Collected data
# # # #

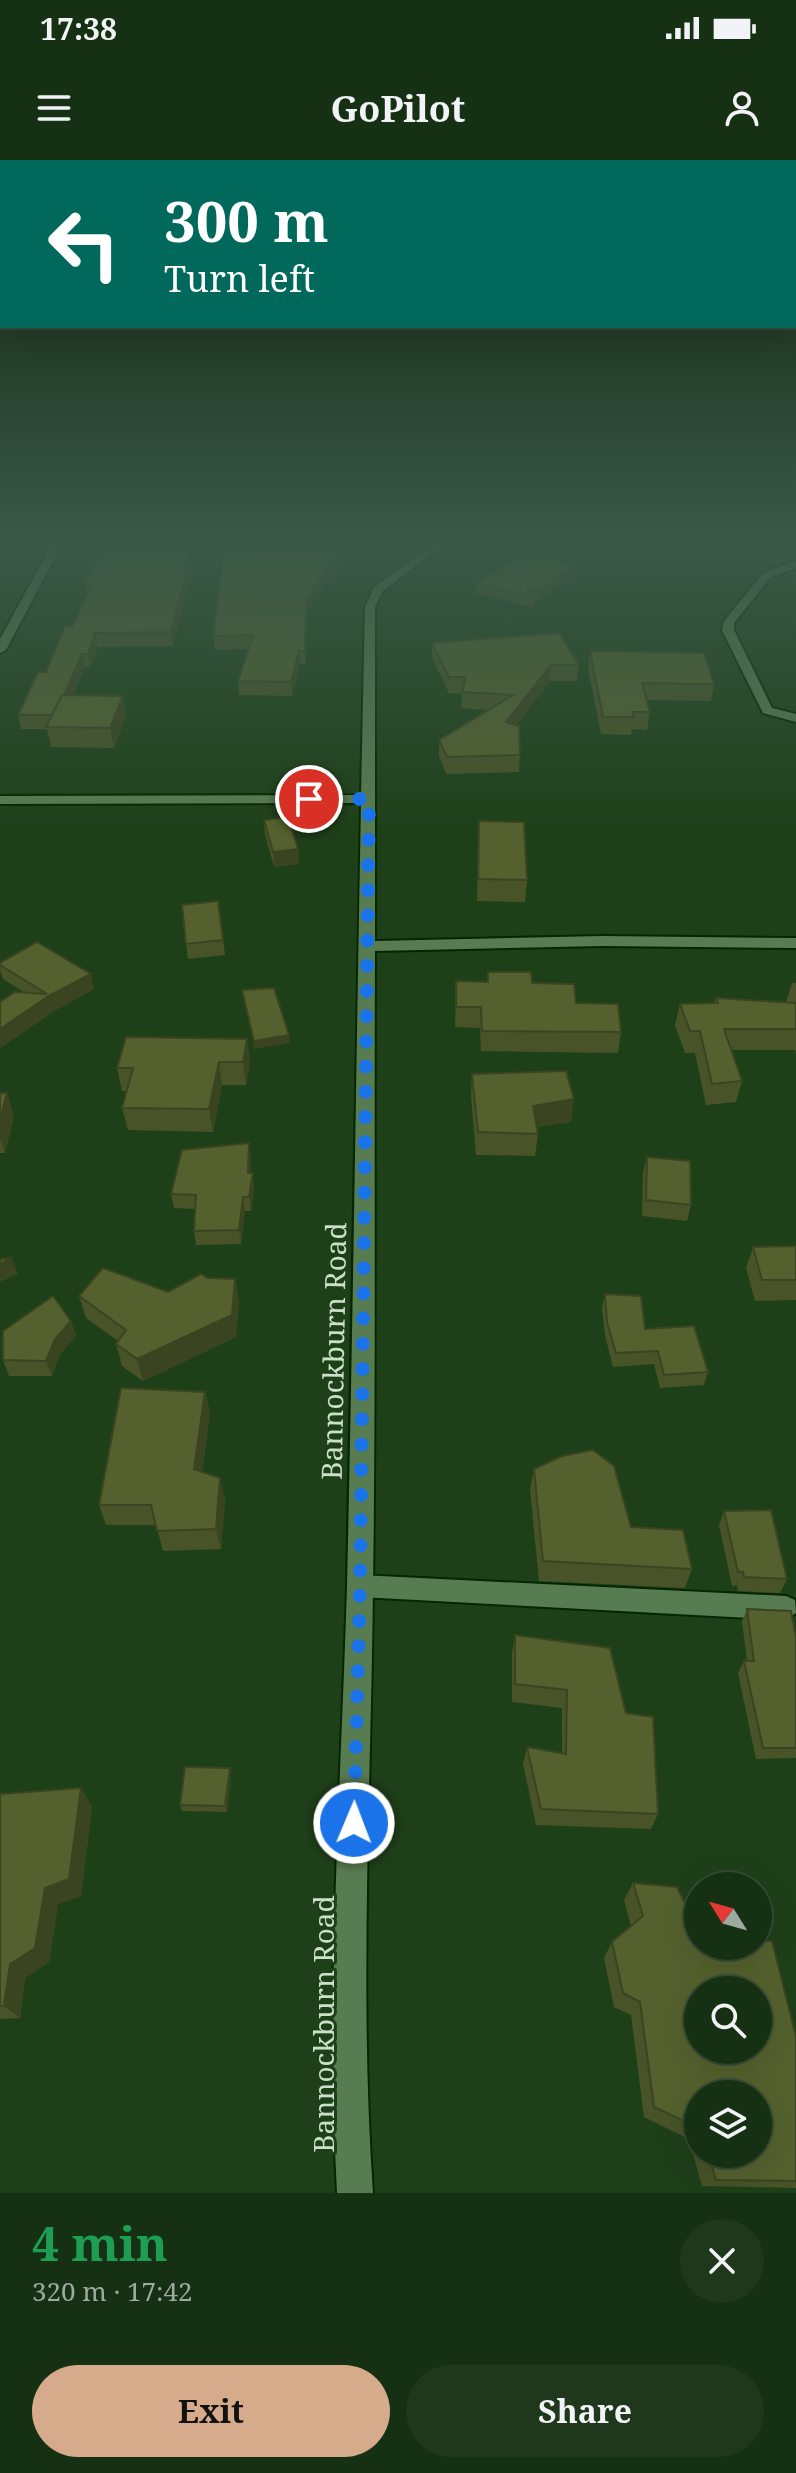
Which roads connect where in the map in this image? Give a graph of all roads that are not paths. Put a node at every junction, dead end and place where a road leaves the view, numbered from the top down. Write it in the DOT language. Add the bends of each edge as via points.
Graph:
graph roads {
  1 [pos="370,639"];
  2 [pos="732,639"];
  3 [pos="796,718"];
  4 [pos="369,799"];
  5 [pos="0,800"];
  6 [pos="796,943"];
  7 [pos="368,946"];
  8 [pos="360,1586"];
  9 [pos="786,1608"];
  10 [pos="355,2193"];
  1 -- 4 [label="street, Bannockburn Road"];
  2 -- 3 [label="street" via="767,710"];
  4 -- 5 [label="street"];
  4 -- 7 [label="street, Bannockburn Road"];
  6 -- 7 [label="street"];
  7 -- 8 [label="street, Bannockburn Road"];
  8 -- 9 [label="lane"];
  8 -- 10 [label="street, Bannockburn Road" via="349,2002"];
}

# # # #

(EXERCISE OBJECTIVE)
Every entry above should be written out again verbatim, with no pictures included.

(ANSWER SECTION)
Which roads connect where in the map in this image? Give a graph of all roads that are not paths. Put a node at every junction, dead end and place where a road leaves the view, numbered from the top down. Write it in the DOT language. Add the bends of each edge as via points.
Graph:
graph roads {
  1 [pos="370,639"];
  2 [pos="732,639"];
  3 [pos="796,718"];
  4 [pos="369,799"];
  5 [pos="0,800"];
  6 [pos="796,943"];
  7 [pos="368,946"];
  8 [pos="360,1586"];
  9 [pos="786,1608"];
  10 [pos="355,2193"];
  1 -- 4 [label="street, Bannockburn Road"];
  2 -- 3 [label="street" via="767,710"];
  4 -- 5 [label="street"];
  4 -- 7 [label="street, Bannockburn Road"];
  6 -- 7 [label="street"];
  7 -- 8 [label="street, Bannockburn Road"];
  8 -- 9 [label="lane"];
  8 -- 10 [label="street, Bannockburn Road" via="349,2002"];
}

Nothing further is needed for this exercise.